Review of methods and applications of attenuation coefficient measurements with optical coherence tomography

Abstract

The optical attenuation coefficient (AC), an important tissue parameter that measures how quickly incident light is attenuated when passing through a medium, has been shown to enable quantitative analysis of tissue properties from optical coherence tomography (OCT) signals. Successful extraction of this parameter would facilitate tissue differentiation and enhance the diagnostic value of OCT. In this review, we discuss the physical and mathematical basis of AC extraction from OCT data, including current approaches used in modeling light scattering in tissue and in AC estimation. We also report on demonstrated clinical applications of the AC, such as for atherosclerotic tissue characterization, malignant lesion detection, and brain injury visualization. With current studies showing AC analysis as a promising technique, further efforts in the development of methods to accurately extract the AC and to explore its potential use for more extensive clinical applications are desired.

Keywords: light attenuation coefficient; optical coherence tomography; tissue differentiation.

Fig. 1

(a) Images of human retina obtained by commercialized OCT (a) in comparison with AC mapping. Dashed arrow in (b) points to the RNFL of the retina. Solid arrows in (a) and (b) point to a shadow resulting from a superficial retinal blood vessel (reprinted with permission from Ref. 14).

Fig. 2

CF method applied to ex vivo atherosclerotic plaque characterization, where thick lines show the fitting over areas of interest (reprinted with permission from Ref. 3).

Fig. 3

(a) Depth profile (A-scan) of a layered phantom and (b) the pixelwise attenuation estimated using the DR method.

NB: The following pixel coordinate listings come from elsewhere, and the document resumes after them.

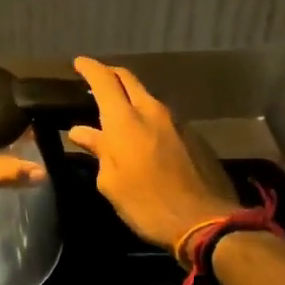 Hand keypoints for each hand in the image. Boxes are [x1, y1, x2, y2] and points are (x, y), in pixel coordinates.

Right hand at [67, 57, 239, 252]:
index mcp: (125, 120)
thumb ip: (98, 150)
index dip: (90, 68)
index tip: (78, 62)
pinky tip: (143, 135)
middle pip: (129, 80)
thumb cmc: (146, 204)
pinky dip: (148, 118)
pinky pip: (164, 118)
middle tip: (96, 78)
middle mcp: (152, 112)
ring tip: (117, 110)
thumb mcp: (111, 182)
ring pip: (148, 98)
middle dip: (111, 74)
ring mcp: (177, 122)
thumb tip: (81, 132)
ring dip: (130, 98)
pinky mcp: (194, 137)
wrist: (206, 222)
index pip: (104, 81) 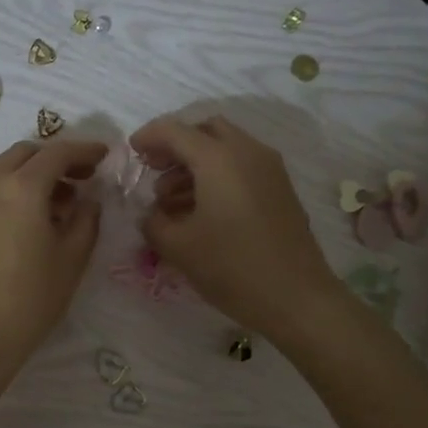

With DR estimation, pixel-specific AC measurement can be achieved. Thick red lines indicate depth ranges, where measurements were taken (reprinted with permission from Ref. 15).

Fig. 4

Simulation results of the effect of (a) AC contrast and (b) layer thickness on DR, DRC, and DRC with various filters [gSmooth, total variance (TV), and intensity weighted horizontal total variation (iwhTV) denoising]. The energy error depth figure of merit is defined as the depth at which the excess energy exceeds 5%; hence, larger energy error depth equates to better performance. Stars indicate positions of the boundary between the layers. From the results, it is evident that DRC outperforms DR with and without denoising (reprinted with permission from Ref. 23).

Fig. 5

Numerical simulation of attenuation in a single-layer phantom with homogeneous scattering under noiseless conditions. Note the light does not fully attenuate at the end of the depth region. (a) Simulation OCT signals for varying scattering coefficients. (b) Plot of attenuation versus depth using the DR method; the small graph to the right highlights the large error over the depth range of 2.5 to 3 mm. (c) Plot of attenuation versus depth using the ODRE method shows constant attenuation for all depths, as expected (reprinted with permission from Ref. 26).

Fig. 6

(a) RNFL thickness mapping versus (b) RNFL AC plot of a glaucomatous eye. Red arrow indicates the location of affected tissue, which coinciding with reduced thickness in inferotemporal region (reprinted with permission from Ref. 24).

Fig. 7

(a) H&E stained histology, (b) en face OCT image, and (c) AC map of a healthy lymph node at a depth $z=240\mu \mathrm{m}$. (d) Example of correction profile (red) used to correct the raw A-scans (gray) and generate the corrected reflectance profile (black). (e)–(g) Averaged A-scans of colored boxes are shown, where $x$ axis is depth and by linear fitting identifiable features in lymph node can be identified: (e) paracortex (dark blue), (f) medullary sinuses (light blue), and (g) fibrous capsule (red) (reprinted with permission from Ref. 4).

Fig. 8

(a) and (b) Changes in two regions of brain tissue OAC as a function of time. Region 1 (red box area): ischemic damaged regions; region 2 (blue box area): undamaged regions (reprinted with permission from Ref. 26).

Fig. 9

(a, d) Backscattering and (b, e) attenuation coefficient images of artery segments with (g) color map combining (c, f) attenuation and backscattering coefficients. Upper row: lipid-rich plaque; lower row: fibrocalcific plaque (reprinted with permission from Ref. 3).